Nel 1946 ha l’occasione di sfoggiare l’arte della sua seduzione ai danni di un debuttante d’eccezione, Burt Lancaster (I gangsters, Robert Siodmak, 1946). All’epoca è sposata con il clarinettista Artie Shaw, l’uomo grazie al quale arricchisce la sua (scarsa) cultura, scopre il mondo delle corride e la magia dei romanzi di Ernest Hemingway, spesso adattati per il grande schermo. Dopo I gangsters, apparirà spesso in film tratti dalle sue opere, come Le nevi del Kilimangiaro (Henry King, 1952) e Il sole sorgerà ancora (Henry King, 1957). Divorziata da Shaw, nonostante abbia migliorato la dizione e si sia impegnata a seguire corsi di recitazione, il cinema continua a riservarle qualche delusione. Per Show Boat (George Sidney, 1951) è felice di incidere delle canzoni, ma alla fine i produttori preferiscono doppiarla con la soprano Annette Warren. In compenso quei dischi andranno a ruba per molto tempo. Sempre meno, comunque, di quelli del terzo marito. Con Frank Sinatra si sposa a Filadelfia il 7 novembre 1951, di fronte a una folla di fotografi e giornalisti che conoscono ogni minimo dettaglio del loro burrascoso fidanzamento. Mentre sta girando in Africa Mogambo (John Ford, 1953), perde il bambino che sta aspettando da lui. In seguito, qualcuno dirà che fu lei stessa a non volere quel figlio dopo che la loro unione era andata definitivamente a rotoli.

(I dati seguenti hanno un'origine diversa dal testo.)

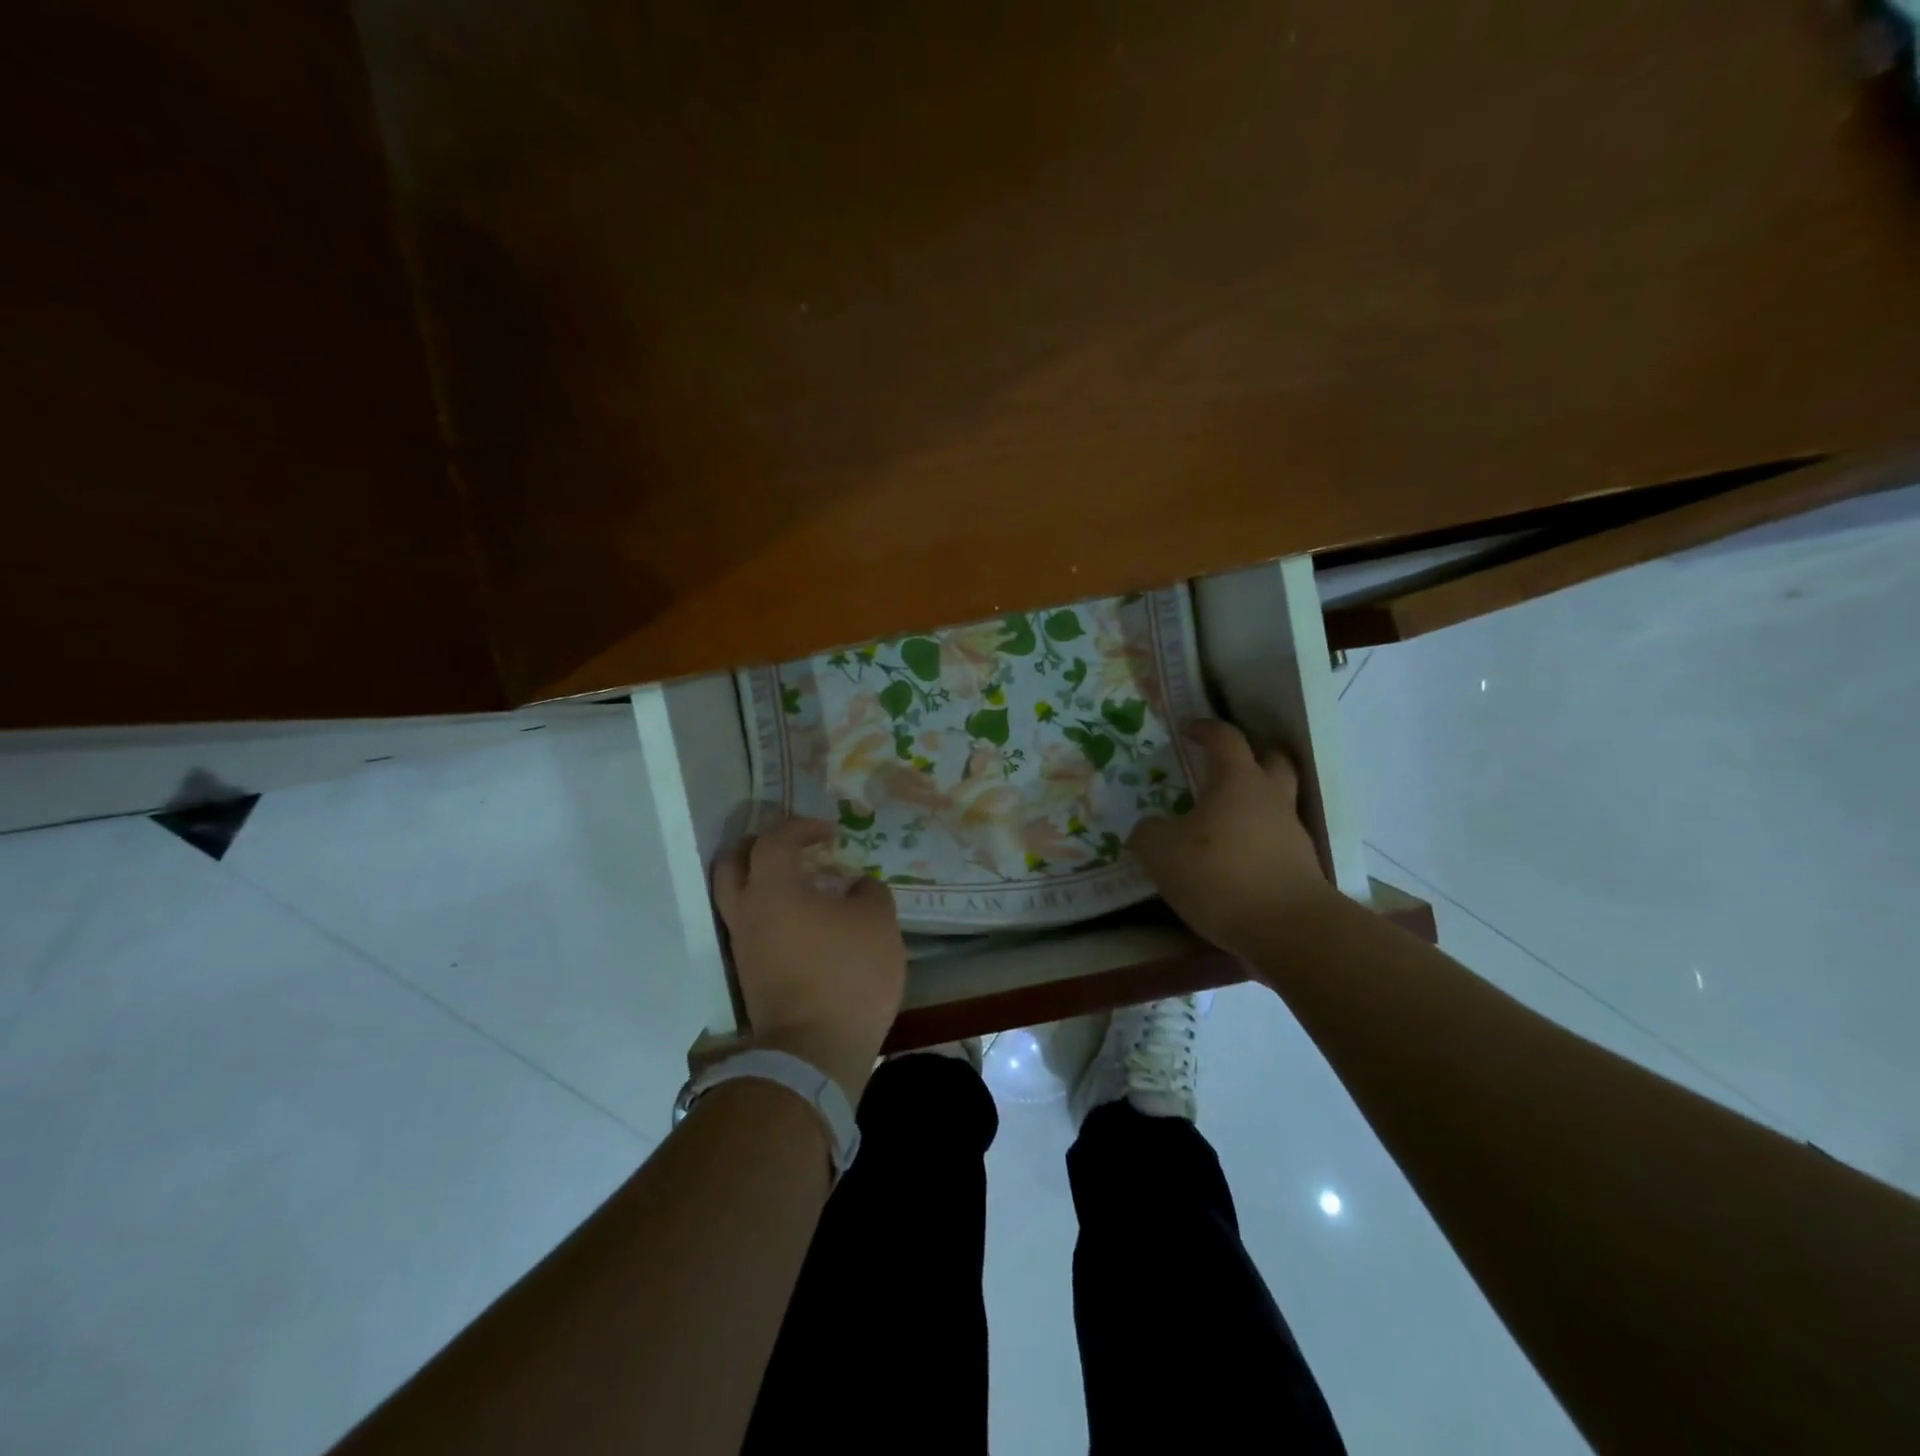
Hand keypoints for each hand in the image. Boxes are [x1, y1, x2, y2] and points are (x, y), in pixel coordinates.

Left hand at [712, 816, 906, 1101]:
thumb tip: (856, 886)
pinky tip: (805, 920)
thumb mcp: (878, 922)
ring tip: (802, 884)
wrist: (814, 1052)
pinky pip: (752, 926)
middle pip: (732, 863)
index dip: (802, 827)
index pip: (775, 840)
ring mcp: (743, 946)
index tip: (830, 833)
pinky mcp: (749, 974)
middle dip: (760, 846)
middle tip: (792, 847)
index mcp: (772, 889)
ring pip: (737, 898)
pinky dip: (771, 911)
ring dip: (763, 881)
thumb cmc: (847, 975)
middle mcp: (747, 912)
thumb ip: (869, 891)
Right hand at [1128, 719, 1336, 956]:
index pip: (1226, 738)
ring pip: (1278, 801)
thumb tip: (1148, 828)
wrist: (1288, 930)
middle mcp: (1271, 798)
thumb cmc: (1220, 876)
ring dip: (1256, 802)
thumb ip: (1148, 834)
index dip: (1206, 729)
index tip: (1188, 729)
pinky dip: (1259, 840)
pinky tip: (1236, 859)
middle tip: (1224, 765)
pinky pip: (1278, 839)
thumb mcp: (1162, 854)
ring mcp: (1292, 833)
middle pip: (1272, 759)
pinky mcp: (1302, 866)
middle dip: (1251, 755)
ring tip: (1224, 820)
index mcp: (1238, 782)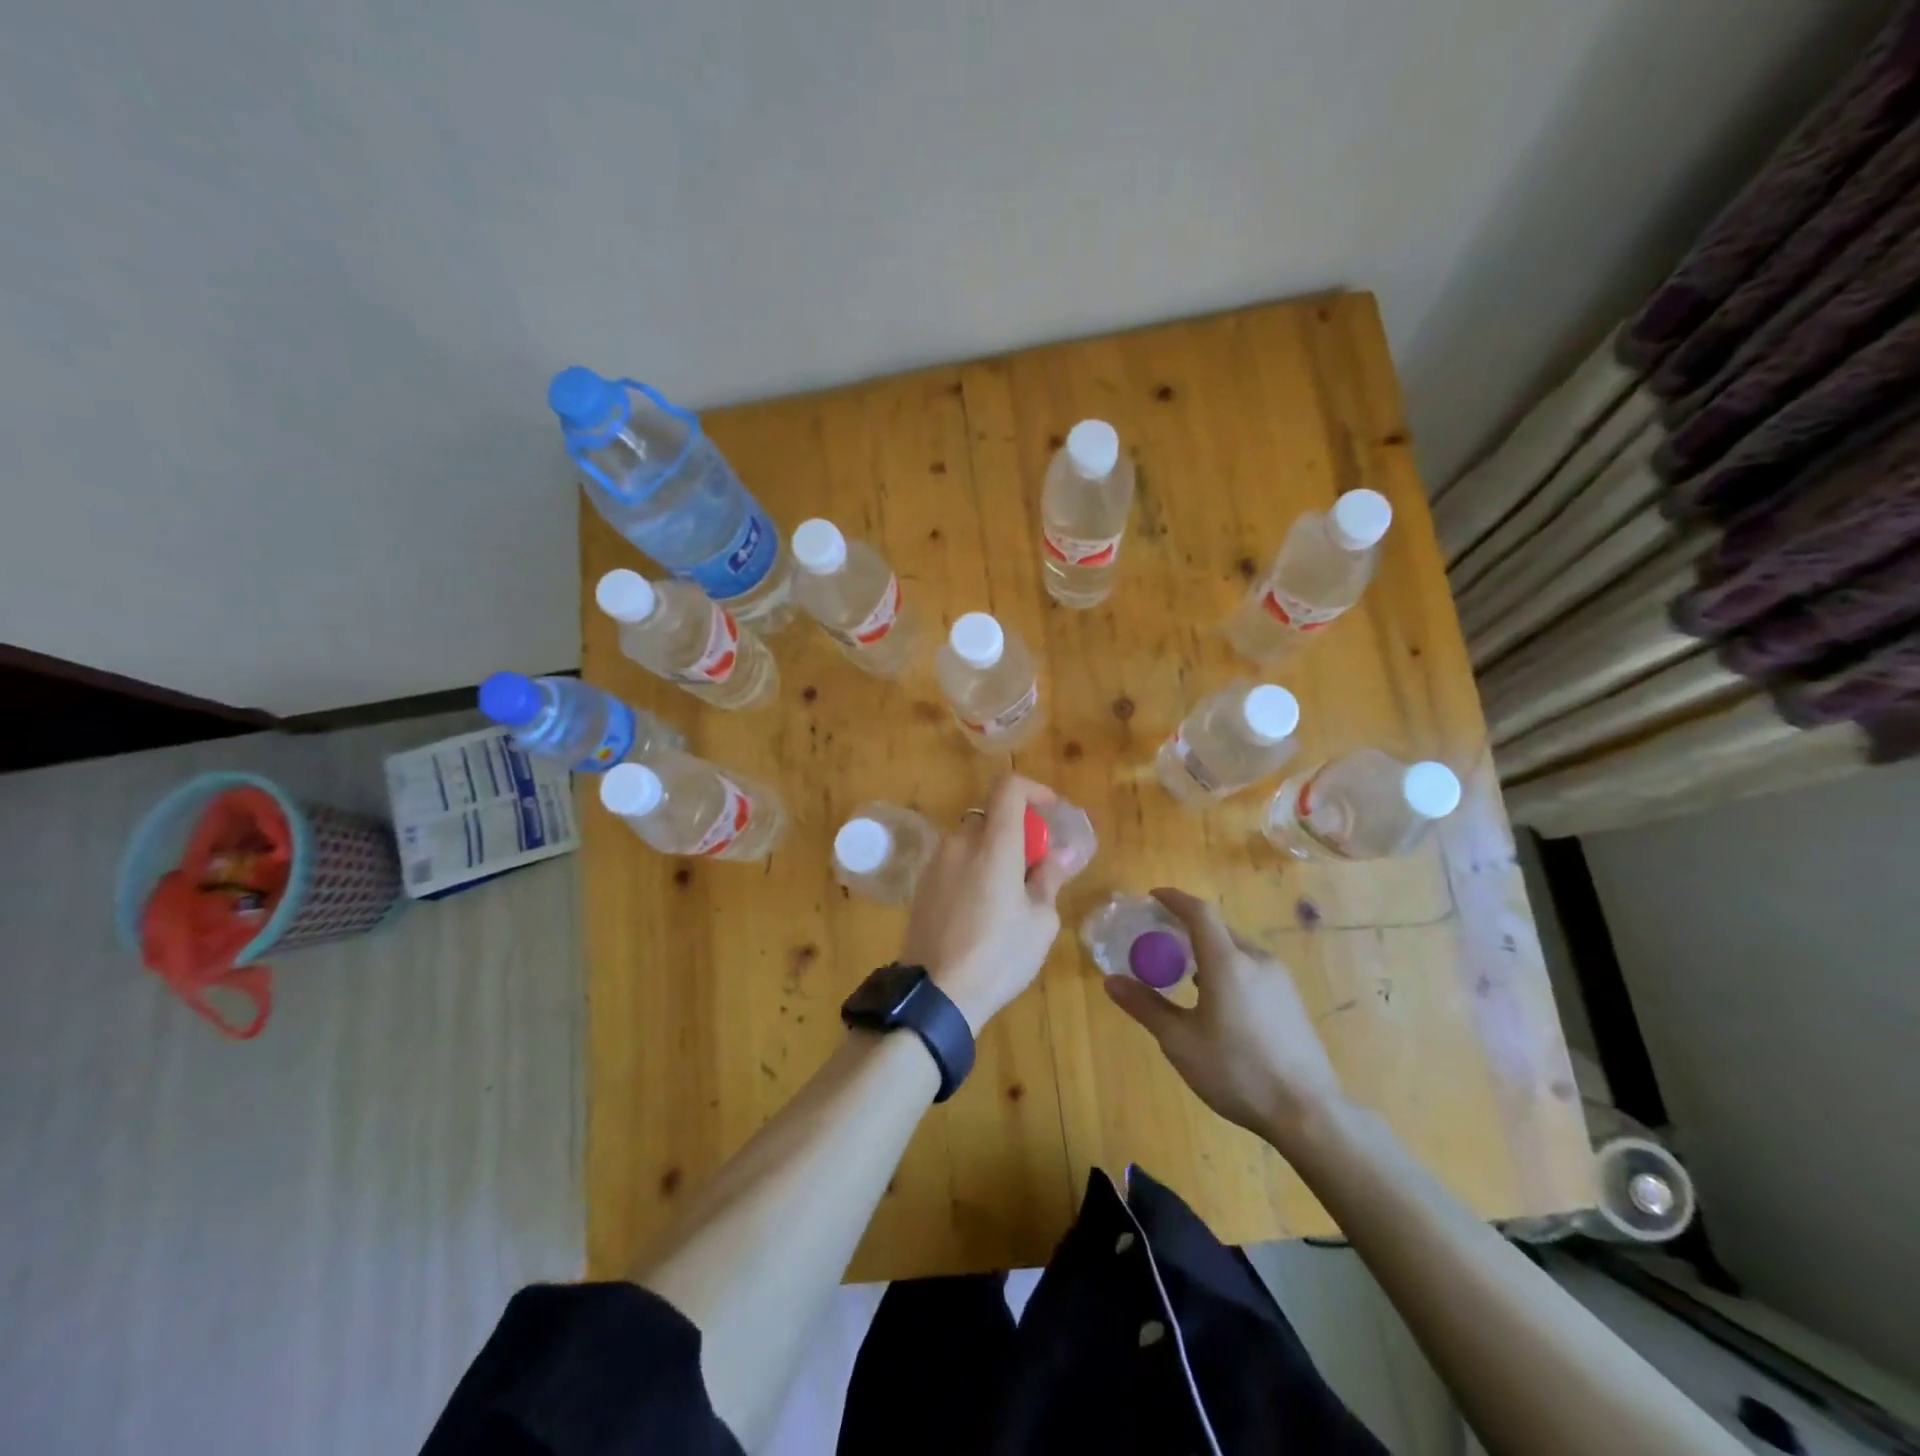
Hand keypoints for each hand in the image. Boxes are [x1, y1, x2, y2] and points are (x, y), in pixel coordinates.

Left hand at [899, 776, 1071, 1033]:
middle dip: (1016, 831)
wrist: (936, 995)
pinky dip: (973, 869)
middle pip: (990, 817)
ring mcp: (935, 863)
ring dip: (993, 852)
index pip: (1008, 788)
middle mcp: (960, 843)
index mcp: (994, 844)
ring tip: (1010, 894)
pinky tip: (981, 909)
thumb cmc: (999, 956)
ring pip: (970, 841)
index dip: (1034, 790)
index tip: (1051, 811)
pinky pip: (954, 863)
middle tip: (1036, 865)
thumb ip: (1050, 878)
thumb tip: (1064, 852)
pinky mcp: (922, 886)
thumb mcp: (1040, 921)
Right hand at [1104, 888, 1345, 1151]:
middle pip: (1217, 929)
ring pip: (1236, 949)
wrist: (1308, 1113)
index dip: (1174, 899)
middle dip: (1187, 928)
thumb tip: (1111, 982)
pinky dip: (1227, 968)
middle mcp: (1256, 960)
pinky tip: (1217, 1000)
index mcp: (1227, 962)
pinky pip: (1251, 968)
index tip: (1152, 897)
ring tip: (1185, 972)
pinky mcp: (1291, 999)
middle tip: (1160, 940)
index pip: (1199, 912)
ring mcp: (1279, 979)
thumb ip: (1146, 1006)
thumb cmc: (1237, 1072)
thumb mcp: (1180, 1042)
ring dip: (1208, 950)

Stabilitasi in Spagna, durante la lavorazione de La contessa scalza (Joseph L. Mankiewicz, 1954) impara a ballare il flamenco, s’innamora del torero Miguel Dominguin e diventa amica di Hemingway, da lei ribattezzato familiarmente “Papa”. Nel 1957 divorzia da Sinatra e si lega sentimentalmente a Walter Chiari, suo partner ne La capannina (Mark Robson, 1957). A dispetto della sua fama di donna inquieta e capricciosa, il poeta inglese Robert Graves le dedica questa versi :”Lei parla sempre con la sua voce. Anche con gli estranei. E’ selvaggia ed ingenua, fedele all’amore, malgrado ogni fallimento.” Proprio come Maxine Faulk di La notte dell’iguana (John Huston, 1965), una delle migliori interpretazioni di tutta la sua carriera. Nella maturità, l’alcool aggredisce la sua regale bellezza, ma John Huston le offre ancora ruoli leggendari (La Bibbia, 1966 e L’uomo dai sette capestri, 1972).

Nella seconda metà degli anni ’70 dirada notevolmente la sua attività e si stabilisce definitivamente a Londra, in un grande appartamento che condivide solo con una fedele governante e l’adorato cagnolino Morgan. Nel 1984 la troviamo dentro i pepli di Agrippina, figura nel kolossal televisivo ‘A.D.-Anno Domini’ (Stuart Cooper). Semiparalizzata per un colpo apoplettico, muore a Londra il 25 gennaio 1990.